ACTIVITY: Each record below needs to be copied out exactly as it stands.

DATA SHOWN:

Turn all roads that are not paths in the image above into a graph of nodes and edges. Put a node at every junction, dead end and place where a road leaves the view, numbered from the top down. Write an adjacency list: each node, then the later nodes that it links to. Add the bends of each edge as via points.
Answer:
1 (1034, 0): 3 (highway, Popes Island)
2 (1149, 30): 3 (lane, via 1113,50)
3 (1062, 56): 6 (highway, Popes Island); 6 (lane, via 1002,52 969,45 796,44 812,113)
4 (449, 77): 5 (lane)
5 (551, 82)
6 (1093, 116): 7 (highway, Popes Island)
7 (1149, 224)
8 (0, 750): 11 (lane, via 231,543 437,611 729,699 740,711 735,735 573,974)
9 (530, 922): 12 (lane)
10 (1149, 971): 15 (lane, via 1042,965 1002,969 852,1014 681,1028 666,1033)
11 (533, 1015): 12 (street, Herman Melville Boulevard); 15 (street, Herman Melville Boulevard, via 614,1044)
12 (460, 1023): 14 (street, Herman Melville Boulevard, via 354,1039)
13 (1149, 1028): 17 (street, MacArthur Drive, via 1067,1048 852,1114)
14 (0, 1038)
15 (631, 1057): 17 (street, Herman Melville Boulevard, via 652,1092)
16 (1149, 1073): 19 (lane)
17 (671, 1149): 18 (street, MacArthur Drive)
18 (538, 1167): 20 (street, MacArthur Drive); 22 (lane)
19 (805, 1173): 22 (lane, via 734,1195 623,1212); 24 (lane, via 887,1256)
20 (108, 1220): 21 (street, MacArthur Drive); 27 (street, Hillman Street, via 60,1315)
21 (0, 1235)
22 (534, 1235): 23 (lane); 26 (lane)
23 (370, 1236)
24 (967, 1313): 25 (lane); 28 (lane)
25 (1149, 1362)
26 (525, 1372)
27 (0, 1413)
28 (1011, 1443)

TASK ANSWER:
Turn all roads that are not paths in the image above into a graph of nodes and edges. Put a node at every junction, dead end and place where a road leaves the view, numbered from the top down. Write an adjacency list: each node, then the later nodes that it links to. Add the bends of each edge as via points.
Answer:
1 (1034, 0): 3 (highway, Popes Island)
2 (1149, 30): 3 (lane, via 1113,50)
3 (1062, 56): 6 (highway, Popes Island); 6 (lane, via 1002,52 969,45 796,44 812,113)
4 (449, 77): 5 (lane)
5 (551, 82)
6 (1093, 116): 7 (highway, Popes Island)
7 (1149, 224)
8 (0, 750): 11 (lane, via 231,543 437,611 729,699 740,711 735,735 573,974)
9 (530, 922): 12 (lane)
10 (1149, 971): 15 (lane, via 1042,965 1002,969 852,1014 681,1028 666,1033)
11 (533, 1015): 12 (street, Herman Melville Boulevard); 15 (street, Herman Melville Boulevard, via 614,1044)
12 (460, 1023): 14 (street, Herman Melville Boulevard, via 354,1039)
13 (1149, 1028): 17 (street, MacArthur Drive, via 1067,1048 852,1114)
14 (0, 1038)
15 (631, 1057): 17 (street, Herman Melville Boulevard, via 652,1092)
16 (1149, 1073): 19 (lane)
17 (671, 1149): 18 (street, MacArthur Drive)
18 (538, 1167): 20 (street, MacArthur Drive); 22 (lane)
19 (805, 1173): 22 (lane, via 734,1195 623,1212); 24 (lane, via 887,1256)
20 (108, 1220): 21 (street, MacArthur Drive); 27 (street, Hillman Street, via 60,1315)
21 (0, 1235)
22 (534, 1235): 23 (lane); 26 (lane)
23 (370, 1236)
24 (967, 1313): 25 (lane); 28 (lane)
25 (1149, 1362)
26 (525, 1372)
27 (0, 1413)
28 (1011, 1443)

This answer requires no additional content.